[Recorded data]
....................
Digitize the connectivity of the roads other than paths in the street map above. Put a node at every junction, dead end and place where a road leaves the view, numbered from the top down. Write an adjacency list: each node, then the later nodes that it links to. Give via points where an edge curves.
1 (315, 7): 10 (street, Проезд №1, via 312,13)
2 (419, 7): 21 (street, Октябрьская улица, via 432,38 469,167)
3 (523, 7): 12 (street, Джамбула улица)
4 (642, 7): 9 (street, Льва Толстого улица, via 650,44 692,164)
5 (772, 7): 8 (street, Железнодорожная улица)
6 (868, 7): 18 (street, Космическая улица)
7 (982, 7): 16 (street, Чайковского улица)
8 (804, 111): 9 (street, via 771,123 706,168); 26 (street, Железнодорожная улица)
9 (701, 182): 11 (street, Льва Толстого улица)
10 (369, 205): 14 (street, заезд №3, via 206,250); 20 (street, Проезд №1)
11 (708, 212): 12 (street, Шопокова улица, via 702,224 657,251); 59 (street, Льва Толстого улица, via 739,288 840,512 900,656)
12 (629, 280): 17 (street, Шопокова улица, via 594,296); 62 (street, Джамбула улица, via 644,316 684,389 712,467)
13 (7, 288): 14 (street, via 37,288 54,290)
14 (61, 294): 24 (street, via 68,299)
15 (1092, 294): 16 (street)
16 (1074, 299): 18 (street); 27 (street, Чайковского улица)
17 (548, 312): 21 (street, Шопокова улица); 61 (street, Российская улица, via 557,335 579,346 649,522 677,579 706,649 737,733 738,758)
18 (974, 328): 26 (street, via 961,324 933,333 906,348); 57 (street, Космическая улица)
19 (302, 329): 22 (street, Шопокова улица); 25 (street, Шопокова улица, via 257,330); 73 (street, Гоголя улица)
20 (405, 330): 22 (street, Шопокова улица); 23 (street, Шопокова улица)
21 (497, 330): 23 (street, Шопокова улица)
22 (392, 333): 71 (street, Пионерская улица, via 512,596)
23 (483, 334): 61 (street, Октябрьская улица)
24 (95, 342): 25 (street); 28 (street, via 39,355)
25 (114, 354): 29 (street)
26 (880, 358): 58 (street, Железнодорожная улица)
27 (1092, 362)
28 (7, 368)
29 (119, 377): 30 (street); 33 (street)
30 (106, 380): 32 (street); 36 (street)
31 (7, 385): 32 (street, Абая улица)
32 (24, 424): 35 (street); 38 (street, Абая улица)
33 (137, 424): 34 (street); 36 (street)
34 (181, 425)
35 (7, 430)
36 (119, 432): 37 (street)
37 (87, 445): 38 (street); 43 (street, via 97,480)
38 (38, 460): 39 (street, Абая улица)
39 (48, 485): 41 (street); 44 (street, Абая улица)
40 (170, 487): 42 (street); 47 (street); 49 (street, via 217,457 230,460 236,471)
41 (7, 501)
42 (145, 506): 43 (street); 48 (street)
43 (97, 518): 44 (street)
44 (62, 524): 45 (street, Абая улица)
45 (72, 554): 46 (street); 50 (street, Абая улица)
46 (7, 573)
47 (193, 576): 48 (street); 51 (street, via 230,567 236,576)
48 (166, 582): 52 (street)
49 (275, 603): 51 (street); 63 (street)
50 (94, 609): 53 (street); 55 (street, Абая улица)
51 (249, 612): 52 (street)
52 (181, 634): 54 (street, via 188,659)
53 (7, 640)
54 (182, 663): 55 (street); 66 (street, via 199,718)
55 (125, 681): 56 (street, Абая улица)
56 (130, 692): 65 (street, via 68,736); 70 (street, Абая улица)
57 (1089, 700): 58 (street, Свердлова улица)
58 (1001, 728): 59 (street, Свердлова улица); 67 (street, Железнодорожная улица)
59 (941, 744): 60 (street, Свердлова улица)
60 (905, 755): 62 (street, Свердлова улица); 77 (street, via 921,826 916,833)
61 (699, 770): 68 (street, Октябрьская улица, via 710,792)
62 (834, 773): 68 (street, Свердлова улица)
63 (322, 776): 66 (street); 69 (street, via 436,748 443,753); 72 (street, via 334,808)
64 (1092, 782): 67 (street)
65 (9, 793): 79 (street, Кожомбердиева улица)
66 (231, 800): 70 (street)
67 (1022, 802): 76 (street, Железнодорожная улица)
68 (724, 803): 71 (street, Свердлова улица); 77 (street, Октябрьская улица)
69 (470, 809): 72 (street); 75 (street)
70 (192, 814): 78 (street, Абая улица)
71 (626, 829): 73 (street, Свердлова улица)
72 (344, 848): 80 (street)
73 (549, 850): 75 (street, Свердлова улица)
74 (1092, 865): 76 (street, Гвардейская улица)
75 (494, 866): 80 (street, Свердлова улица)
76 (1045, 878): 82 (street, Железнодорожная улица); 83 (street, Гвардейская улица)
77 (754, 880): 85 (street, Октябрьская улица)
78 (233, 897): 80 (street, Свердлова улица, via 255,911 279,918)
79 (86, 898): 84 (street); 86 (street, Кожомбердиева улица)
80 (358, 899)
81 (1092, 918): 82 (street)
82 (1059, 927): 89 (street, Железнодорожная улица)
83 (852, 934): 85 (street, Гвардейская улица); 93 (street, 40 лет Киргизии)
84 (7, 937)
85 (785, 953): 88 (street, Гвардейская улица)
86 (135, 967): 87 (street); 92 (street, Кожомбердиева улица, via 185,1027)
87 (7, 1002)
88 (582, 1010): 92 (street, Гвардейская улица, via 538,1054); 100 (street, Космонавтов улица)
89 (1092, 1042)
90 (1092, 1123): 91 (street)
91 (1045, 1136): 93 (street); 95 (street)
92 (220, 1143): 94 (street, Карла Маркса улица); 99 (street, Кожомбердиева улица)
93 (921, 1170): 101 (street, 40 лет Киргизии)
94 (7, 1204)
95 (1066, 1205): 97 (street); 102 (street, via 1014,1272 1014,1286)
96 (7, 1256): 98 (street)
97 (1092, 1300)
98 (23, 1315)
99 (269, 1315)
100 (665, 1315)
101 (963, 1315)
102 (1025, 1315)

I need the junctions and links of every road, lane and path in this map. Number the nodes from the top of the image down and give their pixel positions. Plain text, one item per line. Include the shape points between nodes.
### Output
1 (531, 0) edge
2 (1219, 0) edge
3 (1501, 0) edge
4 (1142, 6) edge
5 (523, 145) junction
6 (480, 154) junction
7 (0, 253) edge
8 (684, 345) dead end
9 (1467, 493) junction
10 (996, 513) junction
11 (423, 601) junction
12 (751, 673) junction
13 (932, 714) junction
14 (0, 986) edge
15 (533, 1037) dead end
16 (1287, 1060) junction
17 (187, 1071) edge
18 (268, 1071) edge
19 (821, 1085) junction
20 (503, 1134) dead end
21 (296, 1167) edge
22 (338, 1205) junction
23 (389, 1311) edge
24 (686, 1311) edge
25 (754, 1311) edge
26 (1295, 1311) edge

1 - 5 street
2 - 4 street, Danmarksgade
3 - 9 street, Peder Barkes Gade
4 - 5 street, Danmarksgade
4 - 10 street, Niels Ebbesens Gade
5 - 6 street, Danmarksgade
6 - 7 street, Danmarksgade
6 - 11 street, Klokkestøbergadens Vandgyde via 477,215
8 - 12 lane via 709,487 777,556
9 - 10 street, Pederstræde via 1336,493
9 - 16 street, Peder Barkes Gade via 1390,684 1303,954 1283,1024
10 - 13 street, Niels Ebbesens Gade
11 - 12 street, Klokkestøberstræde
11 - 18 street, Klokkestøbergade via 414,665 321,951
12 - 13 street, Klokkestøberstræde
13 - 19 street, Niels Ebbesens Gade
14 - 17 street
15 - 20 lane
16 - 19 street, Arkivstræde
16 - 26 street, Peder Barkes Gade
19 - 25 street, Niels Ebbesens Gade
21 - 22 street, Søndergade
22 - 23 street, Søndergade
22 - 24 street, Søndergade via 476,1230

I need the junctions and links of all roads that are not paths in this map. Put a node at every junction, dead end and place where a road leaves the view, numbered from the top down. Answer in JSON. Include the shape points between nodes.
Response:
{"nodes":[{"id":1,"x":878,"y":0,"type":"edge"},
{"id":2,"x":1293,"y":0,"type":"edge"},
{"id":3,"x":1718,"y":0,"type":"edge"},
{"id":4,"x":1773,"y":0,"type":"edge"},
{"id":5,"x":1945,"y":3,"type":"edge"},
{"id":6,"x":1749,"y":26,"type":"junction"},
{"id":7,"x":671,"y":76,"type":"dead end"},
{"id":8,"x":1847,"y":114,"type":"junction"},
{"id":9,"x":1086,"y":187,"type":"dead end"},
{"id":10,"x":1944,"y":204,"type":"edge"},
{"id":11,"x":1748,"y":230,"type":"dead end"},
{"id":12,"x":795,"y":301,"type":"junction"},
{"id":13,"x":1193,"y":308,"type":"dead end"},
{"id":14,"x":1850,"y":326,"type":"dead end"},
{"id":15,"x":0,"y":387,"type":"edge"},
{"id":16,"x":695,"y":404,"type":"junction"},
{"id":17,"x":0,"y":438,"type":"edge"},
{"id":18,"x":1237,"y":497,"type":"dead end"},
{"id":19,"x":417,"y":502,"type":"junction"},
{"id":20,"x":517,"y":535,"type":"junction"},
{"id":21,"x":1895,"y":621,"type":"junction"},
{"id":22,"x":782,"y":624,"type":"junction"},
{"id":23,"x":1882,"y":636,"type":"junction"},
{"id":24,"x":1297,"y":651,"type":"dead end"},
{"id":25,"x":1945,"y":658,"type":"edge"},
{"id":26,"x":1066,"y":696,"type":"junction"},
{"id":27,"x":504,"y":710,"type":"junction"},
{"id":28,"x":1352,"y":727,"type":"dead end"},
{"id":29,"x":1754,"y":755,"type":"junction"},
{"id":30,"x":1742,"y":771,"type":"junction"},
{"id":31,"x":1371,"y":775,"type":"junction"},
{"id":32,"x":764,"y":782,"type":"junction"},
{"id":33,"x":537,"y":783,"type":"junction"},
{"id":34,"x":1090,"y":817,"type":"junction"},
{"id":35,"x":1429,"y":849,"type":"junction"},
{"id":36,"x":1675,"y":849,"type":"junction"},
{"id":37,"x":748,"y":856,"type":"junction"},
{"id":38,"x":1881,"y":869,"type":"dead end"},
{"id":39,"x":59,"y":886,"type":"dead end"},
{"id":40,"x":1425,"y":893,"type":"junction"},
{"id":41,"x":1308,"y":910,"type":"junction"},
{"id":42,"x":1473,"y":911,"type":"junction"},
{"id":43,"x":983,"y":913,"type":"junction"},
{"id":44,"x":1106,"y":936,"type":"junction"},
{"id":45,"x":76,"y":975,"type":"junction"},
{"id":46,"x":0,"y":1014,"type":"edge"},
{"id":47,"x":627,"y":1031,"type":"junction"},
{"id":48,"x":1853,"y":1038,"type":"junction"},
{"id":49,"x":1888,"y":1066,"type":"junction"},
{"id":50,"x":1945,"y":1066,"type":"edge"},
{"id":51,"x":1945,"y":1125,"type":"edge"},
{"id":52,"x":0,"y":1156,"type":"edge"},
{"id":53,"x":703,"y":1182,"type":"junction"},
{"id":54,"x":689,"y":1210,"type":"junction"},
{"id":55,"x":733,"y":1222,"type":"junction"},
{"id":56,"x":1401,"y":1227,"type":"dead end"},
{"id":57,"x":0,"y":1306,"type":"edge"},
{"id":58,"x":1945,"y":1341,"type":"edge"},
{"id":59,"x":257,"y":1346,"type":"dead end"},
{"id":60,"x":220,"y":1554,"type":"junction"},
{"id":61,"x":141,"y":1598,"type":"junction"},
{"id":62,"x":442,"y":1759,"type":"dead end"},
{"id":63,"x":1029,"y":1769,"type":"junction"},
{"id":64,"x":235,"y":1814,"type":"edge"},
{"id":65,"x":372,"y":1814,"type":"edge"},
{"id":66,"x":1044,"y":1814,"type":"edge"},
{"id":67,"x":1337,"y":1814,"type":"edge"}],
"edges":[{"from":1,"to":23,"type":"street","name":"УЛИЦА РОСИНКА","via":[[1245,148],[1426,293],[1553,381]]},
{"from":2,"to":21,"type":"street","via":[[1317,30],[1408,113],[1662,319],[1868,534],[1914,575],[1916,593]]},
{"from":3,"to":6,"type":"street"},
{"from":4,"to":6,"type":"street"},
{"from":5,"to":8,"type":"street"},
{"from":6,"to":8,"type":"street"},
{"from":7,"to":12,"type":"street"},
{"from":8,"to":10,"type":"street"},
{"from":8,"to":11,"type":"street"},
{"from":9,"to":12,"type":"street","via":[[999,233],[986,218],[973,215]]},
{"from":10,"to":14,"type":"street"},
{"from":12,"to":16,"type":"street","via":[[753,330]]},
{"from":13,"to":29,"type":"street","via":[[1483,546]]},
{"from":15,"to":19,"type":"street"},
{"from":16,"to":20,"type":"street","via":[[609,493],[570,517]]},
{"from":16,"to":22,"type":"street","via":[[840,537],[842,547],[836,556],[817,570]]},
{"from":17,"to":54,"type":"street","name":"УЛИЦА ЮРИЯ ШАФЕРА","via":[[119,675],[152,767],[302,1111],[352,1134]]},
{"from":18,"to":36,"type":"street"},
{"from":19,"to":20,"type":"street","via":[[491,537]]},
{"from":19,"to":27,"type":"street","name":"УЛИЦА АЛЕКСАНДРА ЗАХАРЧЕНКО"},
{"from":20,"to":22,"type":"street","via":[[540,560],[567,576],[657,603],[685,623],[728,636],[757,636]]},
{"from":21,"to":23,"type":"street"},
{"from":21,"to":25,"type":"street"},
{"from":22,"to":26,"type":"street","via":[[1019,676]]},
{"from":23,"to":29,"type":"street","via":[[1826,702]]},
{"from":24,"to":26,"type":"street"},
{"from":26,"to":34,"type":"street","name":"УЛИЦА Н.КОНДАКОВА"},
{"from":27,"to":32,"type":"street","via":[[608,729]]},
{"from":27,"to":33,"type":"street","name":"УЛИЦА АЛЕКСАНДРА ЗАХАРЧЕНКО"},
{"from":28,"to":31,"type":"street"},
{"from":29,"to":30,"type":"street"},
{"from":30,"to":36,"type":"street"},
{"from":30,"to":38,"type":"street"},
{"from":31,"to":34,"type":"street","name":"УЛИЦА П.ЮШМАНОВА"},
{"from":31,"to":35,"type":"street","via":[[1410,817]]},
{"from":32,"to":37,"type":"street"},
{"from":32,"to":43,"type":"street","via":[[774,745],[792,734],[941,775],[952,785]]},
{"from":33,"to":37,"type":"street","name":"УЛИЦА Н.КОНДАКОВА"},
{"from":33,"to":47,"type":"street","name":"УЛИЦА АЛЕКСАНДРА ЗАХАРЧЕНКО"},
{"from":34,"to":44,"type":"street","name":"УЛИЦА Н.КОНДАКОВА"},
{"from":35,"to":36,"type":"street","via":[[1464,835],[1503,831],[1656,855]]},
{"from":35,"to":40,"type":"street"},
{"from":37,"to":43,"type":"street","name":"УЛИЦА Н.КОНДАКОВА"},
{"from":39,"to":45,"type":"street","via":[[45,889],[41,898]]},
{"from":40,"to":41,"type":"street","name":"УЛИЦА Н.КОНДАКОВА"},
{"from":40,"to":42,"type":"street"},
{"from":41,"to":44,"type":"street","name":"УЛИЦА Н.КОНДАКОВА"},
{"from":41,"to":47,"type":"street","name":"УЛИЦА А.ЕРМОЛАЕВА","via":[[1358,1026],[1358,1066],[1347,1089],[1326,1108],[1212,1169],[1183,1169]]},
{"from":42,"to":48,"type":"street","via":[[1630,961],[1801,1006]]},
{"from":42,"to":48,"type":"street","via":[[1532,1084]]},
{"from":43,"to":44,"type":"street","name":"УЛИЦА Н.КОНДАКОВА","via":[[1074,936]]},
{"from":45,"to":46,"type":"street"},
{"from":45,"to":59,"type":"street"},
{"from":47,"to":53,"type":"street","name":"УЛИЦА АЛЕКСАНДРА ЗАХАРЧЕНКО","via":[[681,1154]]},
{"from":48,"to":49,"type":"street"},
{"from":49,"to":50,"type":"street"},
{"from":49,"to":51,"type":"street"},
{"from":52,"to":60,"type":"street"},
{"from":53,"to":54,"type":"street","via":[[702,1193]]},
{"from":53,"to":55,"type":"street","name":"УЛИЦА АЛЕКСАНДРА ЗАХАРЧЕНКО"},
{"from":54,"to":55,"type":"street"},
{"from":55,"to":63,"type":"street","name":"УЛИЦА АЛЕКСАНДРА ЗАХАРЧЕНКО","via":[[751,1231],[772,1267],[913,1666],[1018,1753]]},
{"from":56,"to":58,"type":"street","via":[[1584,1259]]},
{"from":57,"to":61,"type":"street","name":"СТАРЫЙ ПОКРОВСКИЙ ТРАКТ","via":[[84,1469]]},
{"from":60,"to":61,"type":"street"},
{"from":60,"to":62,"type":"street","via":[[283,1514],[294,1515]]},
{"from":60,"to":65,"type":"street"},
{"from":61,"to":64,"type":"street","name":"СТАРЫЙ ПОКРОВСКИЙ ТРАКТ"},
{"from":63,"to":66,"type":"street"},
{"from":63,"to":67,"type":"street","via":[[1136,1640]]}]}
....................
PROBLEM STATEMENT: In the entries, some lines may contain the word "Гвардейская". Give how many do, as a number by itself.

EXERCISE ANSWER: 5